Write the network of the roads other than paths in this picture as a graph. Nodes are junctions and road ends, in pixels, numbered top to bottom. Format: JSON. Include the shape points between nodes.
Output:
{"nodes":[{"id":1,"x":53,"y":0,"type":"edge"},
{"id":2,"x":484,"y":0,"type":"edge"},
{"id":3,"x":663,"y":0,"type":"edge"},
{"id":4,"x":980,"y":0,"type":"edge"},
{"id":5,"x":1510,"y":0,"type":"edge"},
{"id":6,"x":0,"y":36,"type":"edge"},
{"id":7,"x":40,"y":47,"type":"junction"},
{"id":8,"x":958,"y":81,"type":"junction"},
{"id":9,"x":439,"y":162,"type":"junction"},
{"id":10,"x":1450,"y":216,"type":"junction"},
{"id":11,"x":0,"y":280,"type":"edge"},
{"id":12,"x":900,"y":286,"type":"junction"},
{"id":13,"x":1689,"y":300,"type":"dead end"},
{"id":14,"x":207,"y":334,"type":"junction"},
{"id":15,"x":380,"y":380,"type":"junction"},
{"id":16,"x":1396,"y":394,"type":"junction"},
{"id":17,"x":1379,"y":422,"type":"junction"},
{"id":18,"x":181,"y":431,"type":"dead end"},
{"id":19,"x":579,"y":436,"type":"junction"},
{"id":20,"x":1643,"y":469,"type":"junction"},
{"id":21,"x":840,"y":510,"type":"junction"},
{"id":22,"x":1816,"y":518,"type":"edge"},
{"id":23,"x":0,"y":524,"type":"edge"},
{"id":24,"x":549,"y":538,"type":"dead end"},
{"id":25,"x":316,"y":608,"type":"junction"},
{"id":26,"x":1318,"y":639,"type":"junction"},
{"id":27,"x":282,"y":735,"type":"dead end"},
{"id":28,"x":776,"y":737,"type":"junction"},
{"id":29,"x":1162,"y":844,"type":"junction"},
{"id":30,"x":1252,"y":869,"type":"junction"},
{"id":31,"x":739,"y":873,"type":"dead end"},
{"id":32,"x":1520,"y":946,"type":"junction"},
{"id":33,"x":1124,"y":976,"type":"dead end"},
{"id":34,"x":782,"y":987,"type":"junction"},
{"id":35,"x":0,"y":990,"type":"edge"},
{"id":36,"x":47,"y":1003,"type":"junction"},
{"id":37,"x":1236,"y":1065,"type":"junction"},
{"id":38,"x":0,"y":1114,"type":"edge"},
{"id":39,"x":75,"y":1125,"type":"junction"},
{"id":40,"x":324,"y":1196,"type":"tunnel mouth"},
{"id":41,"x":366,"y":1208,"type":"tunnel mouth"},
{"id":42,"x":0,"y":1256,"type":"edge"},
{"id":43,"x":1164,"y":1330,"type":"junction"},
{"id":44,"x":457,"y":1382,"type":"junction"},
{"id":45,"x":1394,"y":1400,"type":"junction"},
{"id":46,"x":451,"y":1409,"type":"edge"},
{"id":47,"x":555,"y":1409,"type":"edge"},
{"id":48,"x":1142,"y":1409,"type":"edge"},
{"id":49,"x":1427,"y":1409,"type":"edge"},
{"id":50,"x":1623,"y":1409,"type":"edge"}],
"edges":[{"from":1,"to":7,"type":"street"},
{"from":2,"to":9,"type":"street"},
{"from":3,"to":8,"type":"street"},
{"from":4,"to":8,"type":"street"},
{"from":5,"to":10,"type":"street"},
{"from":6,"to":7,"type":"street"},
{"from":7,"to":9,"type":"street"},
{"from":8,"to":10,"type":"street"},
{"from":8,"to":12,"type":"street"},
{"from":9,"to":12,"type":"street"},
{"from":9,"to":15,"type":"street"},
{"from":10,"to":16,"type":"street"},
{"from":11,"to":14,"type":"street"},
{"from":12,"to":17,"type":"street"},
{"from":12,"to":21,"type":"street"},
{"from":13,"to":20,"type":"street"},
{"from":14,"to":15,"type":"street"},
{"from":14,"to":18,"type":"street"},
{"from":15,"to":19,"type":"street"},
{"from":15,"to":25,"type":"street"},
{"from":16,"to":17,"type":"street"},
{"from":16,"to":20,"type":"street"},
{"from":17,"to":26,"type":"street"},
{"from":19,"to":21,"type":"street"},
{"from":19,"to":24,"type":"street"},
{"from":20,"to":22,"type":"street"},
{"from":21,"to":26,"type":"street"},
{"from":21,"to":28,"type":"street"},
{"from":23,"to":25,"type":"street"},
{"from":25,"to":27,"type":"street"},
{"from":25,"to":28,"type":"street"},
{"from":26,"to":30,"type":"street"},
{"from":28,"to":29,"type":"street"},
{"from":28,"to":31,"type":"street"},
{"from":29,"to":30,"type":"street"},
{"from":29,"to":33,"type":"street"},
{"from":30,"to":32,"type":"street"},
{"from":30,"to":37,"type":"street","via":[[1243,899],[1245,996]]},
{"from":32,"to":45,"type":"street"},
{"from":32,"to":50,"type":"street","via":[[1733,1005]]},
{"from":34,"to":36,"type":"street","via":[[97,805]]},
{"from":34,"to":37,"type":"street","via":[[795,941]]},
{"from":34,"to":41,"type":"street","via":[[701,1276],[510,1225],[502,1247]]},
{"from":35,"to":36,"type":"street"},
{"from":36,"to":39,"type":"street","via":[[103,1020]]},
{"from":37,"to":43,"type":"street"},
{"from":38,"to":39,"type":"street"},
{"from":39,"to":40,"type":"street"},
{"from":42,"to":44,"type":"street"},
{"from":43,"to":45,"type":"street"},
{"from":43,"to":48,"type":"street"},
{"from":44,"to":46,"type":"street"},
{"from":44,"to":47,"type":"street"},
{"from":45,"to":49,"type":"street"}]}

§ **Problem details**: Type out the full listing again, exactly as given.

§ **Task response**:
Write the network of the roads other than paths in this picture as a graph. Nodes are junctions and road ends, in pixels, numbered top to bottom. Format: JSON. Include the shape points between nodes.
Output:
{"nodes":[{"id":1,"x":53,"y":0,"type":"edge"},
{"id":2,"x":484,"y":0,"type":"edge"},
{"id":3,"x":663,"y":0,"type":"edge"},
{"id":4,"x":980,"y":0,"type":"edge"},
{"id":5,"x":1510,"y":0,"type":"edge"},
{"id":6,"x":0,"y":36,"type":"edge"},
{"id":7,"x":40,"y":47,"type":"junction"},
{"id":8,"x":958,"y":81,"type":"junction"},
{"id":9,"x":439,"y":162,"type":"junction"},
{"id":10,"x":1450,"y":216,"type":"junction"},
{"id":11,"x":0,"y":280,"type":"edge"},
{"id":12,"x":900,"y":286,"type":"junction"},
{"id":13,"x":1689,"y":300,"type":"dead end"},
{"id":14,"x":207,"y":334,"type":"junction"},
{"id":15,"x":380,"y":380,"type":"junction"},
{"id":16,"x":1396,"y":394,"type":"junction"},
{"id":17,"x":1379,"y":422,"type":"junction"},
{"id":18,"x":181,"y":431,"type":"dead end"},
{"id":19,"x":579,"y":436,"type":"junction"},
{"id":20,"x":1643,"y":469,"type":"junction"},
{"id":21,"x":840,"y":510,"type":"junction"},
{"id":22,"x":1816,"y":518,"type":"edge"},
{"id":23,"x":0,"y":524,"type":"edge"},
{"id":24,"x":549,"y":538,"type":"dead end"},
{"id":25,"x":316,"y":608,"type":"junction"},
{"id":26,"x":1318,"y":639,"type":"junction"},
{"id":27,"x":282,"y":735,"type":"dead end"},
{"id":28,"x":776,"y":737,"type":"junction"},
{"id":29,"x":1162,"y":844,"type":"junction"},
{"id":30,"x":1252,"y":869,"type":"junction"},
{"id":31,"x":739,"y":873,"type":"dead end"},
{"id":32,"x":1520,"y":946,"type":"junction"},
{"id":33,"x":1124,"y":976,"type":"dead end"},
{"id":34,"x":782,"y":987,"type":"junction"},
{"id":35,"x":0,"y":990,"type":"edge"},
{"id":36,"x":47,"y":1003,"type":"junction"},
{"id":37,"x":1236,"y":1065,"type":"junction"},
{"id":38,"x":0,"y":1114,"type":"edge"},
{"id":39,"x":75,"y":1125,"type":"junction"},
{"id":40,"x":324,"y":1196,"type":"tunnel mouth"},
{"id":41,"x":366,"y":1208,"type":"tunnel mouth"},
{"id":42,"x":0,"y":1256,"type":"edge"},
{"id":43,"x":1164,"y":1330,"type":"junction"},
{"id":44,"x":457,"y":1382,"type":"junction"},
{"id":45,"x":1394,"y":1400,"type":"junction"},
{"id":46,"x":451,"y":1409,"type":"edge"},
{"id":47,"x":555,"y":1409,"type":"edge"},
{"id":48,"x":1142,"y":1409,"type":"edge"},
{"id":49,"x":1427,"y":1409,"type":"edge"},
{"id":50,"x":1623,"y":1409,"type":"edge"}],
"edges":[{"from":1,"to":7,"type":"street"},
{"from":2,"to":9,"type":"street"},
{"from":3,"to":8,"type":"street"},
{"from":4,"to":8,"type":"street"},
{"from":5,"to":10,"type":"street"},
{"from":6,"to":7,"type":"street"},
{"from":7,"to":9,"type":"street"},
{"from":8,"to":10,"type":"street"},
{"from":8,"to":12,"type":"street"},
{"from":9,"to":12,"type":"street"},
{"from":9,"to":15,"type":"street"},
{"from":10,"to":16,"type":"street"},
{"from":11,"to":14,"type":"street"},
{"from":12,"to":17,"type":"street"},
{"from":12,"to":21,"type":"street"},
{"from":13,"to":20,"type":"street"},
{"from":14,"to":15,"type":"street"},
{"from":14,"to":18,"type":"street"},
{"from":15,"to":19,"type":"street"},
{"from":15,"to":25,"type":"street"},
{"from":16,"to":17,"type":"street"},
{"from":16,"to":20,"type":"street"},
{"from":17,"to":26,"type":"street"},
{"from":19,"to":21,"type":"street"},
{"from":19,"to":24,"type":"street"},
{"from":20,"to":22,"type":"street"},
{"from":21,"to":26,"type":"street"},
{"from":21,"to":28,"type":"street"},
{"from":23,"to":25,"type":"street"},
{"from":25,"to":27,"type":"street"},
{"from":25,"to":28,"type":"street"},
{"from":26,"to":30,"type":"street"},
{"from":28,"to":29,"type":"street"},
{"from":28,"to":31,"type":"street"},
{"from":29,"to":30,"type":"street"},
{"from":29,"to":33,"type":"street"},
{"from":30,"to":32,"type":"street"},
{"from":30,"to":37,"type":"street","via":[[1243,899],[1245,996]]},
{"from":32,"to":45,"type":"street"},
{"from":32,"to":50,"type":"street","via":[[1733,1005]]},
{"from":34,"to":36,"type":"street","via":[[97,805]]},
{"from":34,"to":37,"type":"street","via":[[795,941]]},
{"from":34,"to":41,"type":"street","via":[[701,1276],[510,1225],[502,1247]]},
{"from":35,"to":36,"type":"street"},
{"from":36,"to":39,"type":"street","via":[[103,1020]]},
{"from":37,"to":43,"type":"street"},
{"from":38,"to":39,"type":"street"},
{"from":39,"to":40,"type":"street"},
{"from":42,"to":44,"type":"street"},
{"from":43,"to":45,"type":"street"},
{"from":43,"to":48,"type":"street"},
{"from":44,"to":46,"type":"street"},
{"from":44,"to":47,"type":"street"},
{"from":45,"to":49,"type":"street"}]}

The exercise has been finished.